There are eight basic parts to a computer:
1. Power supply for providing electricity in a managed and controlled fashion.
2. Heat sink for cooling the processor.
3. Mother board for routing and directing all of the computer functions.
4. Graphics card(s) for translating the computers workings and operations into an interface that can be viewed.
5. External drives like CD-Rom, DVD-Rom, and diskettes or floppy disks for transferring information to the computer or receiving information from the computer onto physical media.
6. Hard drive for storage and operations of data and programs.
7. Memory – There are various kinds if memory offered. You can get as little or as much memory on your computer as you wish. But it’s best to get more memory than you will ever use.
8. Printers, Scanners, Cameras, etc., and all the other peripheral stuff that is seemingly endless in it’s creation.
Today, most of the aspects of our lives have related computerized components. Everything including vacuum cleaners and toasters have microprocessors. A personal computer is a technically advanced tool that is built around a small, thin chunk of plastic (a processor) with LOTS of microscopic electrical pathways etched or burned into a finely layered piece of metal on the surface. This is where the “thinking” is done. It has a big heat sink and a fan (or liquid cooling) connected to it because all of that thinking heats it up.

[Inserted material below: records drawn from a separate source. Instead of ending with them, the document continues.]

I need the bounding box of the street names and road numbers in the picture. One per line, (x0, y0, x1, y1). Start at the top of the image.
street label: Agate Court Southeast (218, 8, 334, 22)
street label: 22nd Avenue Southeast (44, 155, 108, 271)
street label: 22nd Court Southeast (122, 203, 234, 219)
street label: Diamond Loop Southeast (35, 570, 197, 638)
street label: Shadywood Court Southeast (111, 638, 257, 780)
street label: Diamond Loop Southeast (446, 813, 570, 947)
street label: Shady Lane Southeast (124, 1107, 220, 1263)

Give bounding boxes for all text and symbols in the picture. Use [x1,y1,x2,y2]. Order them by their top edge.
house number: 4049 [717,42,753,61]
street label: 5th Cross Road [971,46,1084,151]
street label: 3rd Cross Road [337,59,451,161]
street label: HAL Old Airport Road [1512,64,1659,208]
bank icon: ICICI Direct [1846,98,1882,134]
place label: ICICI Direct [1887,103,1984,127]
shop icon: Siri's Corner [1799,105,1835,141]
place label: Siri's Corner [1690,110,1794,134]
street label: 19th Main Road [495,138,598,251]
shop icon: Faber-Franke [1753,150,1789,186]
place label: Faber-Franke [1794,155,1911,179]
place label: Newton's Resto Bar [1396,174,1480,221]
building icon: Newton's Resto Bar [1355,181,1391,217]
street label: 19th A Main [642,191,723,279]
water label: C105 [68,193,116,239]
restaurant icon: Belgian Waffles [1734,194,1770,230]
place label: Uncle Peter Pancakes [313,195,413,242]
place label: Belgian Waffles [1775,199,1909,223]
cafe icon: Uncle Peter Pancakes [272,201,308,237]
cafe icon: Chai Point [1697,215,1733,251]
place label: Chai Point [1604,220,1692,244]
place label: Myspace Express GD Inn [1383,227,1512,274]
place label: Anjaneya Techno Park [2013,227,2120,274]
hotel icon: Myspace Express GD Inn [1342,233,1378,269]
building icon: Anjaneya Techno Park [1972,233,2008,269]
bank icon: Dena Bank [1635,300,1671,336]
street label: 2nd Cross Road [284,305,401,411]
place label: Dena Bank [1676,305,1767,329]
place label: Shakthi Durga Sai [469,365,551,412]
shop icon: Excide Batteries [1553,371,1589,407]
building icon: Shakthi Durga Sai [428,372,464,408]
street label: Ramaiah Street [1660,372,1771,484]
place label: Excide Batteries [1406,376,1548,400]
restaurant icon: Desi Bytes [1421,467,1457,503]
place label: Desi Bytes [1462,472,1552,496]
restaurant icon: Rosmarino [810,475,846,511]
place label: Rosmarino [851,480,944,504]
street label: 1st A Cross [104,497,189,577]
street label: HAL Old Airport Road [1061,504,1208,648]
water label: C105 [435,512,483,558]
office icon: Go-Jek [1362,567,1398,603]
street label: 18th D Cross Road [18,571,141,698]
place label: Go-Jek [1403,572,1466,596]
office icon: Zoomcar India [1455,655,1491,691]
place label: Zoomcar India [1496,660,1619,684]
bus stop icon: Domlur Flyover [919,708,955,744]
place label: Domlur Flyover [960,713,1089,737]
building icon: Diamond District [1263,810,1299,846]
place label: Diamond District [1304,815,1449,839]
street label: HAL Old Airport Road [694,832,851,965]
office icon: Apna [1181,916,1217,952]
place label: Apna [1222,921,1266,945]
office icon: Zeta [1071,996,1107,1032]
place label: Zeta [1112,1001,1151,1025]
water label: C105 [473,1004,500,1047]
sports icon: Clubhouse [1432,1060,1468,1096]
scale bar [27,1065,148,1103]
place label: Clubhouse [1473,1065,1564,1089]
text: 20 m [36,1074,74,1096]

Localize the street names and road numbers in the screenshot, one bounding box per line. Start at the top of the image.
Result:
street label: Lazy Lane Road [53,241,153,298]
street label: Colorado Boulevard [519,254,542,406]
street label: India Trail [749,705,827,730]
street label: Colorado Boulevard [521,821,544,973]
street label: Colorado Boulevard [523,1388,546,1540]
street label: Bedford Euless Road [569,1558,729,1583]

Personal Computers started back in the 1970s. Most people were surprised when they actually took off. The original thinking of, “We have a typewriter, why would we ever need a computer?” only lasted about four years. A couple years after the original introduction of the computer, Apple Computers came on the scene and the home computer industry started to take-off incredibly. Soon, companies like Commodore, Atari and Texas Instruments were producing their own versions of the personal computer. Then IBM blasted into the market and soon the competition was defined between Apple on one side and IBM with Microsoft software on the other. These two have, from that point on, led the industry.